Welcome to Tesla Motors Club
Discuss Tesla's Model S, Model 3, Model X, Model Y, Cybertruck, Roadster and More.
Register

CVPR 2020 Workshop on "Scalability in Autonomous Driving" LIVE DISCUSSION

This site may earn commission on affiliate links.
The intersection prediction videos Karpathy showed are still able to vaguely predict some type of intersection despite not being completely certain. The videos seem similar to how a human would implicitly visualize the world in their head.

I personally haven't seen this particular visualization style in NN research.
 
  • Like
Reactions: mikes_fsd
He did repeat the silliness about HD maps
After re-watching his segment, he clearly explains the reason they do not view HD maps as helping in solving the FSD problem. Scalability and Cost.
HD maps would require a ton of maintenance and that would cost way too much to make it feasible as a general FSD solution. (covered it again in the first question asked post presentation)

Important note/observation: Just because his view and approach does not line up with yours does not make him silly at all, in fact it actually make all your postings on the subject of FSD silly... Given his contribution to the solution of the FSD problem and comparing it to your contribution to date.

A few interesting timestamps from the Karpathy section:
  • [~7:01:00 timestamp] Tesla has very few segmentation tasks (pixel-level classification) because you need to make 3d sense of what you're seeing.
  • [~7:01:48 timestamp] A lot of the heavy lifting is done by NNs: parked cars, cut-ins etc, is all outputs of NN's not based on "brittle rules on highly abstract representation"
  • [~7:08:00 timestamp] Defense of iterative (aka Tesla) approach to deploying features:
    • "You are allowed to know that you don't know"
    • real life situations "can get out of hand quickly" (his image of a crazy roundabout with multiple roundabouts within the bigger one)
    • because of the complexity of real world, he thinks this is the likely route, where you might not be able to handle a situation, so you route around it
    • only until you can handle the situation fully.
  • [~7:11:20 timestamp] Labeling Costs: a clean and varied data set is a "sure way" to get a NN to perform well. Other approaches are still hit or miss.
  • [~7:13:00 timestamp] The Correct Way - Karpathy says (not Elon) that the iterative approach to FSD is the "correct way"
    • The active frontier is too big to try to implement in a big bang approach - or as Karpathy says "can't just in a binary fashion develop it and ship it"
    • and then the audio cut out for a good chunk of time... :(
 
Karpathy showed off some new video of birds-eye-view lane-line and divider predictions.
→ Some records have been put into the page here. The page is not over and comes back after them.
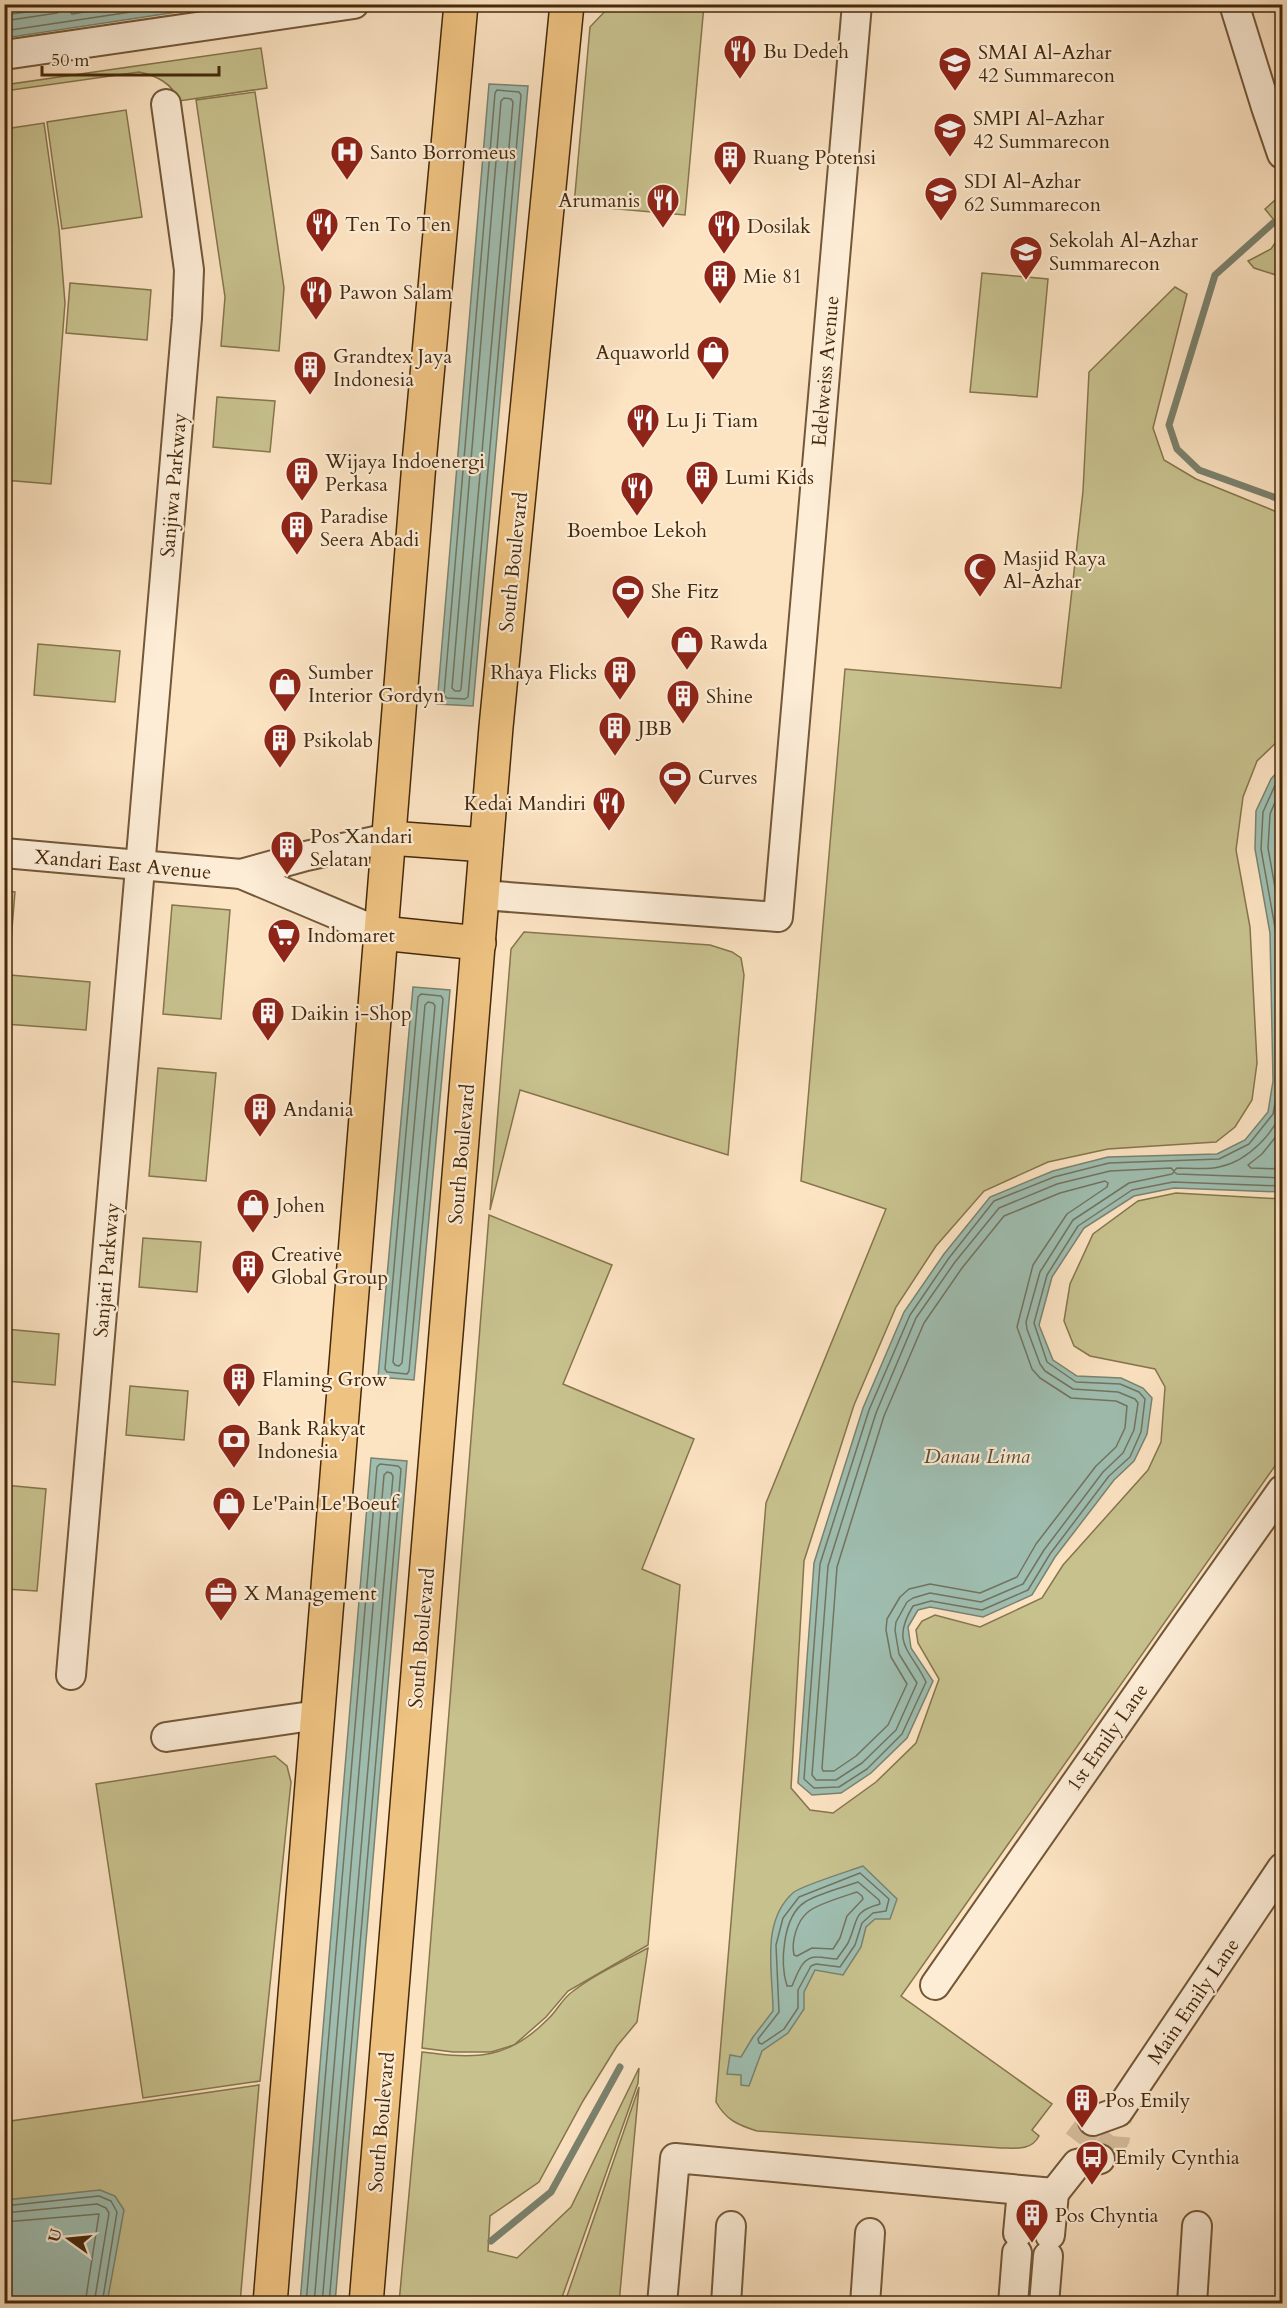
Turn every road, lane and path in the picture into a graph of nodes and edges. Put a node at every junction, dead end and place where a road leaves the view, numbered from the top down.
1 (354, 4) edge
2 (461, 4) edge
3 (567, 4) edge
4 (857, 4) edge
5 (1234, 4) edge
6 (4, 55) edge
7 (166, 104) dead end
8 (1282, 154) edge
9 (389, 838) junction
10 (486, 846) junction
11 (4, 853) edge
12 (141, 866) junction
13 (240, 874) junction
14 (482, 895) junction
15 (381, 933) junction
16 (479, 943) junction
17 (1282, 1490) edge
18 (71, 1675) dead end
19 (318, 1715) junction
20 (166, 1737) dead end
21 (1282, 1868) edge
22 (934, 1985) dead end
23 (1022, 2191) junction
24 (1054, 2193) junction
25 (731, 2226) dead end
26 (1197, 2226) dead end
27 (870, 2233) dead end
28 (1015, 2267) edge
29 (1047, 2269) edge
30 (270, 2304) edge
31 (366, 2304) edge
32 (662, 2304) edge
33 (726, 2304) edge
34 (865, 2304) edge
35 (1192, 2304) edge

1 - 6 street
2 - 9 main road
3 - 10 main road, South Boulevard
4 - 14 street, Edelweiss Avenue
5 - 8 street
7 - 12 street, Sanjiwa Parkway
9 - 10 main road
9 - 13 street
9 - 15 main road
10 - 14 main road, South Boulevard
11 - 12 street, Xandari East Avenue
12 - 13 street, Xandari East Avenue
12 - 18 street, Sanjati Parkway
13 - 15 street
14 - 16 main road, South Boulevard
15 - 16 main road
15 - 19 main road
16 - 31 main road, South Boulevard
17 - 22 street, 1st Emily Lane
19 - 20 street
19 - 30 main road
21 - 24 street, Main Emily Lane
23 - 24 street
23 - 28 street
23 - 32 street
24 - 29 street
25 - 33 street
26 - 35 street
27 - 34 street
Here's a few images:
View attachment 551975 View attachment 551976 View attachment 551980View attachment 551973 View attachment 551974

Looks like the intersection prediction is already pretty good even when there isn't a clear view from the cameras.

It's *REALLY* bad right now in the released versions, and has been forever. Every single day I have to override in an intersection near my place because it blows it completely and tries to swerve across lanes when going "straight" through.
 
After re-watching his segment, he clearly explains the reason they do not view HD maps as helping in solving the FSD problem. Scalability and Cost.
HD maps would require a ton of maintenance and that would cost way too much to make it feasible as a general FSD solution. (covered it again in the first question asked post presentation)
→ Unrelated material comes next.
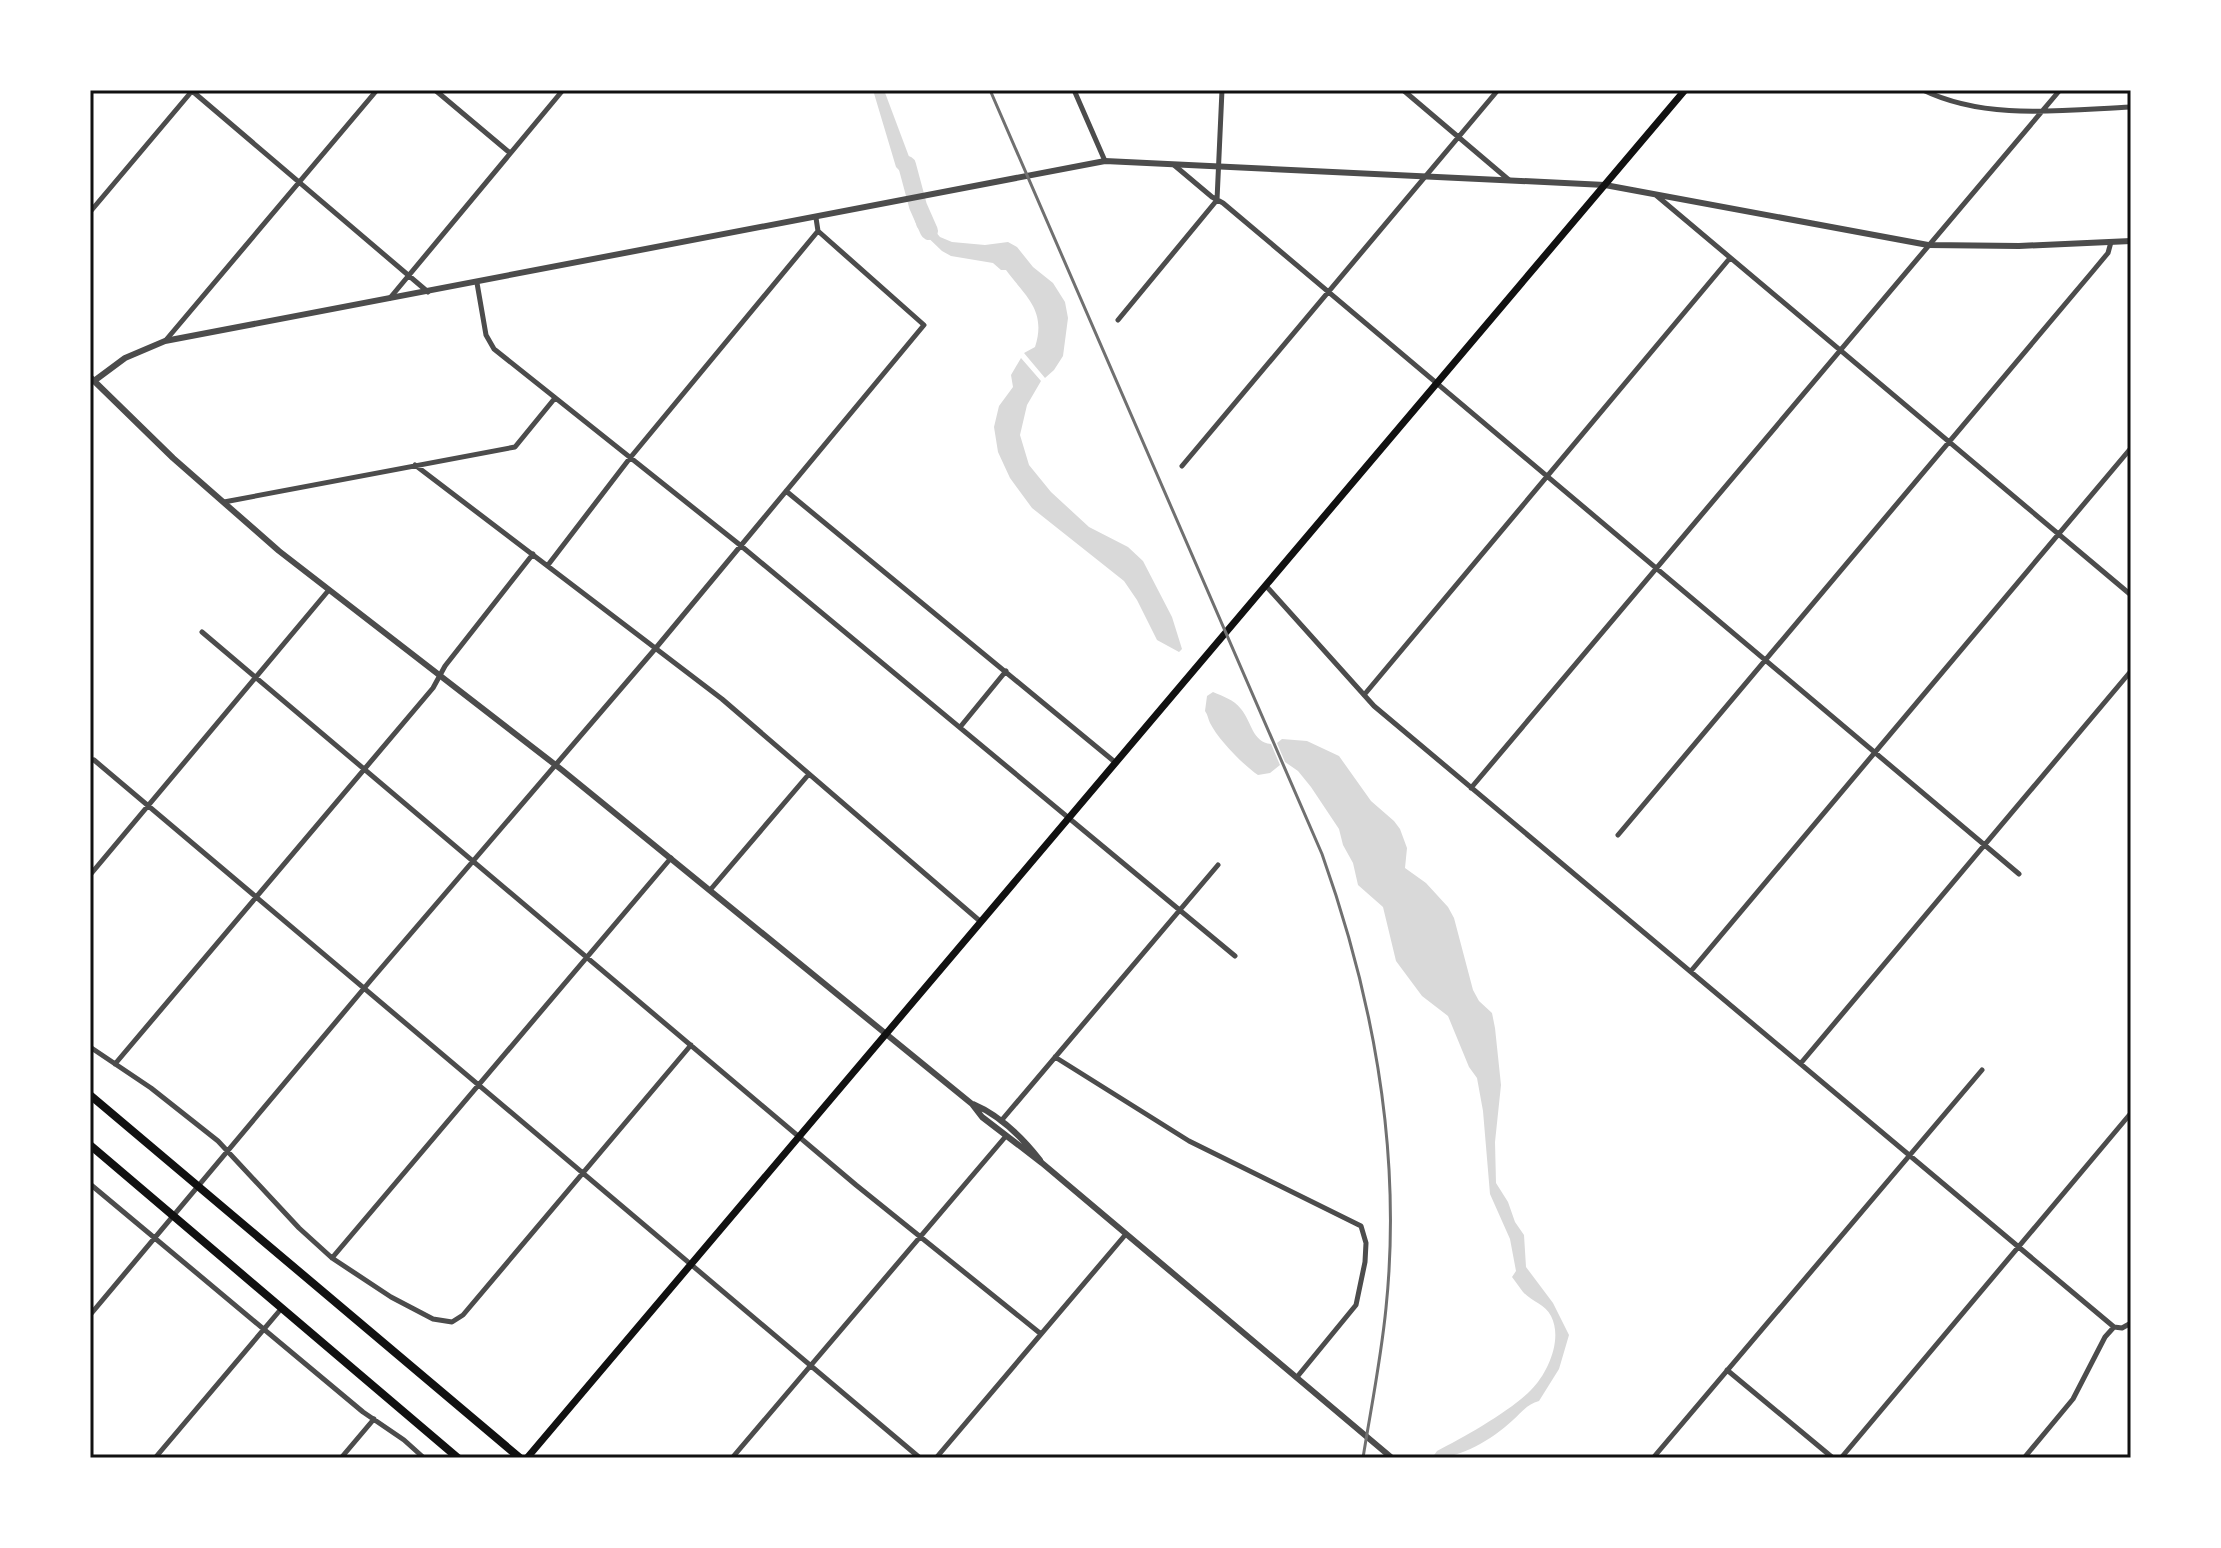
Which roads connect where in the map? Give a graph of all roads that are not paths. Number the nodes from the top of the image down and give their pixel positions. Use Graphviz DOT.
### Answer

You are taking me out of context. Here is my entire quote:

"He did repeat the silliness about HD maps knowing the precise position of leaves on a tree. Again, that is not a detail that you need to put in HD maps."

So my reference to silliness was about mapping each leaf on a tree. My comment had nothing to do with scalability or cost of HD maps.

But I would point out that every FSD company out there has demonstrated successes with HD maps

Important note/observation: Just because his view and approach does not line up with yours does not make him silly at all, in fact it actually make all your postings on the subject of FSD silly... Given his contribution to the solution of the FSD problem and comparing it to your contribution to date.

Again, I never called Karpathy silly because I did not agree with Tesla's FSD approach. I called his remark about mapping individual leaves on a tree silly. Saying HD maps map each individual leaves on a tree, that's silly, not Tesla's approach.

And just because you like Tesla's approach, does not automatically make it the right one. There are many experts and companies that have demonstrated real successes in FSD with different approaches.

And you can criticize Cruise or Waymo for not being practical or scalable, but the fact remains that they have demonstrated reliable L4 FSD with their approach.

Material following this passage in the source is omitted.